Every line below that holds the string "和泉町通" must be copied.

=== DATA SECTION ===

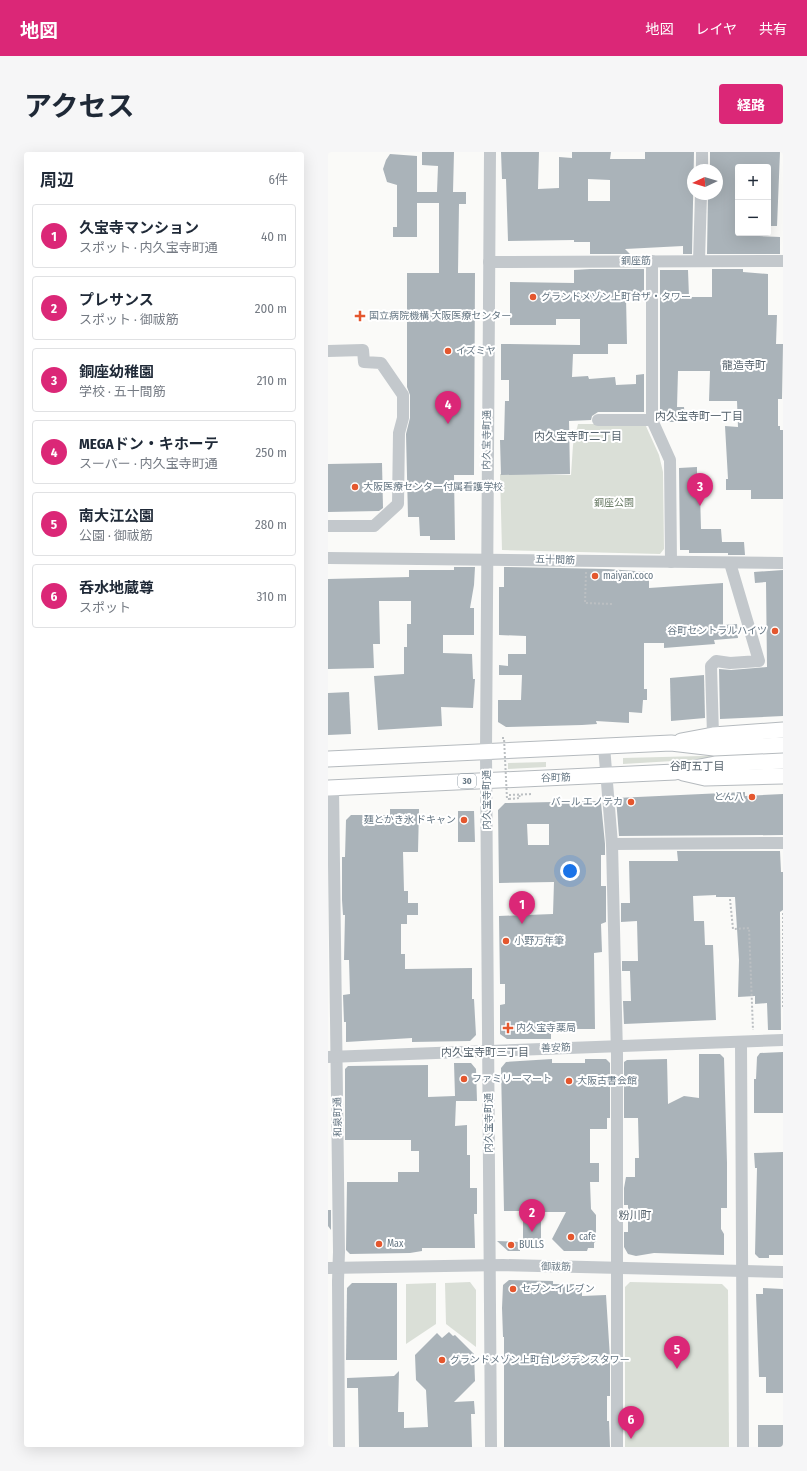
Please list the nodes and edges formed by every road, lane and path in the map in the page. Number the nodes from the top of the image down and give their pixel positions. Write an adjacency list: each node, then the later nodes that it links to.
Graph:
1 (490, 152): 8 (street, 内久宝寺町通)
2 (702, 152): 3 (street)
3 (702, 164)
4 (701, 200): 6 (street)
5 (652, 261): 6 (street, 銅座筋); 8 (street, 銅座筋); 11 (street)
6 (699, 261): 7 (street, 銅座筋)
7 (783, 261)
8 (489, 262): 14 (street, 内久宝寺町通)
9 (328, 351): 12 (street)
10 (598, 420): 11 (street)
11 (652, 420): 16 (street)
12 (328, 526)
13 (328, 558): 14 (street, 五十間筋)
14 (486, 558): 15 (street, 五十間筋); 26 (street, 内久宝寺町通)
15 (586, 561): 16 (street, 五十間筋); 19 (path)
16 (671, 562): 17 (street, 五十間筋)
17 (730, 563): 18 (street, 五十間筋); 21 (street)
18 (783, 563)
19 (612, 604)
20 (783, 730): 21 (main road)
21 (713, 735): 23 (main road)
22 (502, 738): 34 (path, bridge)
23 (671, 743): 24 (main road); 25 (main road)
24 (783, 745)
25 (604, 746): 26 (main road); 30 (street)
26 (486, 752): 27 (main road); 32 (street, 内久宝寺町通)
27 (328, 759)
28 (783, 761): 29 (main road, 谷町筋 / 30)
29 (675, 772): 30 (main road, 谷町筋 / 30); 31 (main road, 30)
30 (607, 776): 32 (main road, 谷町筋 / 30); 38 (street)
31 (783, 776)
32 (486, 781): 33 (main road, 谷町筋 / 30); 46 (street, 内久宝寺町通)
33 (330, 787): 47 (street, 和泉町通)
34 (519, 794): 35 (path); 36 (path)
35 (532, 794)
36 (509, 795)
37 (783, 843): 38 (street)
38 (612, 844): 45 (street)
39 (730, 900): 42 (path)
40 (783, 913): 41 (path)
41 (783, 1009)
42 (753, 1033)
43 (783, 1040): 44 (street, 善安筋)
44 (741, 1042): 45 (street, 善安筋); 51 (street)
45 (616, 1046): 46 (street, 善安筋); 50 (street)
46 (488, 1051): 47 (street, 善安筋); 48 (street, 内久宝寺町通)
47 (332, 1057): 49 (street, 和泉町通)
48 (489, 1265): 49 (street, 御祓筋); 50 (street, 御祓筋); 54 (street, 内久宝寺町通)
49 (333, 1268): 53 (street, 和泉町通)
50 (617, 1268): 51 (street, 御祓筋); 55 (street)
51 (742, 1271): 52 (street, 御祓筋); 56 (street)
52 (783, 1272)
53 (339, 1447)
54 (491, 1447)
55 (617, 1447)
56 (743, 1447)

===

## [RESPONSE AREA]
33 (330, 787): 47 (street, 和泉町通)
47 (332, 1057): 49 (street, 和泉町通)
49 (333, 1268): 53 (street, 和泉町通)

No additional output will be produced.